La droga que debió haber sido enviada al Instituto Nacional de Toxicología para su identificación, simplemente, se evaporó

En una tranquila mañana de junio de 2021, las calles de Mérida resplandecían bajo el sol radiante de Extremadura. Mientras la gente disfrutaba de su café en las terrazas, la Policía de Mérida hacía un decomiso rutinario de drogas. Poco sabía la ciudad que este acto aparentemente corriente desencadenaría una serie de eventos que desvelaría la podredumbre en el corazón de aquellos encargados de protegerla.
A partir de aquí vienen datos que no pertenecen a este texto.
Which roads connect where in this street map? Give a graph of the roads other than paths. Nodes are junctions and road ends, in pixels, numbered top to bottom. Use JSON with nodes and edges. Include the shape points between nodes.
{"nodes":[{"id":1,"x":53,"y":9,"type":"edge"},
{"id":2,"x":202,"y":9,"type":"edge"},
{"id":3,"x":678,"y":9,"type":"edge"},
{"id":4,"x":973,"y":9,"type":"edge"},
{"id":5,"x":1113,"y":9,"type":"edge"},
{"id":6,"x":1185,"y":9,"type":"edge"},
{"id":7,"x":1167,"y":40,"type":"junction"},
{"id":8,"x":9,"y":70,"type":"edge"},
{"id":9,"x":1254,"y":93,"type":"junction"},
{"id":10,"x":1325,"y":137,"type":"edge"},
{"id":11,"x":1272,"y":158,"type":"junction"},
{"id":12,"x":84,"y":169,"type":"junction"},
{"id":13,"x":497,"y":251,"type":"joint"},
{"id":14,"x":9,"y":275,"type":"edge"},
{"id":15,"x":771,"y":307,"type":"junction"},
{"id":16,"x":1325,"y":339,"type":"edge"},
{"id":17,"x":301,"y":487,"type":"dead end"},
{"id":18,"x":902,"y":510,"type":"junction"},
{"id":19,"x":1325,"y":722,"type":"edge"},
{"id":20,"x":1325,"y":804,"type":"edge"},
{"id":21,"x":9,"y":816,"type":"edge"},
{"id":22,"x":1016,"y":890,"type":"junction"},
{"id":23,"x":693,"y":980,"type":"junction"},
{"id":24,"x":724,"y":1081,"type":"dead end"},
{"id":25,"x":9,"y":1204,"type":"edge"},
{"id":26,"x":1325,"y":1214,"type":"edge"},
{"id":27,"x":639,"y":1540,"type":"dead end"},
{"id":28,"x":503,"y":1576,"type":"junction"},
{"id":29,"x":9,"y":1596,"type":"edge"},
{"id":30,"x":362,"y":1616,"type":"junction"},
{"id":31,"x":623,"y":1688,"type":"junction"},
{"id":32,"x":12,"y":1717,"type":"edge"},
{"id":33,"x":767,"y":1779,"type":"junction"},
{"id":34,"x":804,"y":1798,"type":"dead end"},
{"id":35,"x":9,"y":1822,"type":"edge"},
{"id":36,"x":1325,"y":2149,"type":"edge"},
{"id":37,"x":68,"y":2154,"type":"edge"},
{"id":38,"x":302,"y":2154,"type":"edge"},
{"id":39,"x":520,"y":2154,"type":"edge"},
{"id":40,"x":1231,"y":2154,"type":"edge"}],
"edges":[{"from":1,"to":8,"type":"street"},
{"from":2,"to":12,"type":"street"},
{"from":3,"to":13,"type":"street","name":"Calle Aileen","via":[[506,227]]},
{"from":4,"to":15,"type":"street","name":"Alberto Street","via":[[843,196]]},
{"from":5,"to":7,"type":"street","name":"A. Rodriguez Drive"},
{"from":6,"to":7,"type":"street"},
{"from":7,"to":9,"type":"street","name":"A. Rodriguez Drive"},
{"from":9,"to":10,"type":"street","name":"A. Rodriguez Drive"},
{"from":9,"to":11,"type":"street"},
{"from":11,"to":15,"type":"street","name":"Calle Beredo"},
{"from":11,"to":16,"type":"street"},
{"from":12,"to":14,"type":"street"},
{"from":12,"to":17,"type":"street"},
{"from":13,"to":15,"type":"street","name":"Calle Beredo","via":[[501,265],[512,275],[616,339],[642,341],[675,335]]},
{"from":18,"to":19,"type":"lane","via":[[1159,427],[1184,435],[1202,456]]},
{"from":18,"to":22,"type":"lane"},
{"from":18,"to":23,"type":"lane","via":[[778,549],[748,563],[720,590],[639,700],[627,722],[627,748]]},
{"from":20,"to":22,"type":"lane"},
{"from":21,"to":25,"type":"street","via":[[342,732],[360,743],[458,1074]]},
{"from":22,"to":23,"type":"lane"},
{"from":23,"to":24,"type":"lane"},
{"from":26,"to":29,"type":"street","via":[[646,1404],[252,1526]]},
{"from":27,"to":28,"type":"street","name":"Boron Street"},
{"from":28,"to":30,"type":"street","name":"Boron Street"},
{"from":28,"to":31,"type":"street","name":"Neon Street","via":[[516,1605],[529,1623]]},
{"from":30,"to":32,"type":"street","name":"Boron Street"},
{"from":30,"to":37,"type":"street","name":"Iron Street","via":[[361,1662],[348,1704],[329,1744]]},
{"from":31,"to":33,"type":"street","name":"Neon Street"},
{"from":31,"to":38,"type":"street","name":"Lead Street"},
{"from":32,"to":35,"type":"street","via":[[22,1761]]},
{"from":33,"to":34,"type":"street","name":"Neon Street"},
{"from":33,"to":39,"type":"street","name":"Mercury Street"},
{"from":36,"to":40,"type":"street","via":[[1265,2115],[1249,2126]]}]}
LA DESAPARICIÓN DE LOS 52 GRAMOS

El Juzgado de Instrucción número 4 de Mérida echó a perder un caso de tráfico de drogas cuando, según ElDiario.es, desaparecieron 52 gramos de cocaína que estaban bajo la custodia de los oficiales imputados. El juez Juan Antonio Sánchez Romo confirmó que las sustancias incautadas habían desaparecido como por arte de magia. Esta cocaína, que debió haber sido enviada al Instituto Nacional de Toxicología para su identificación, simplemente evaporó.

Es irónico cómo las fuerzas del orden, cuya misión principal es la de proteger y servir, ahora desempeñan el papel de magos especializados en la desaparición de evidencia.

LAS 5 CLAVES DEL CASO

La desarticulación del grupo de Estupefacientes de la Policía de Mérida en septiembre de 2021 ha tenido consecuencias, ya que se han perdido 52 gramos de cocaína incautada que custodiaban los policías implicados en el caso.

El juez encargado del caso constata que la droga incautada ha desaparecido y no ha sido remitida al Instituto Nacional de Toxicología ni está en posesión del grupo de Estupefacientes de Mérida, lo que lleva al archivo definitivo de la causa.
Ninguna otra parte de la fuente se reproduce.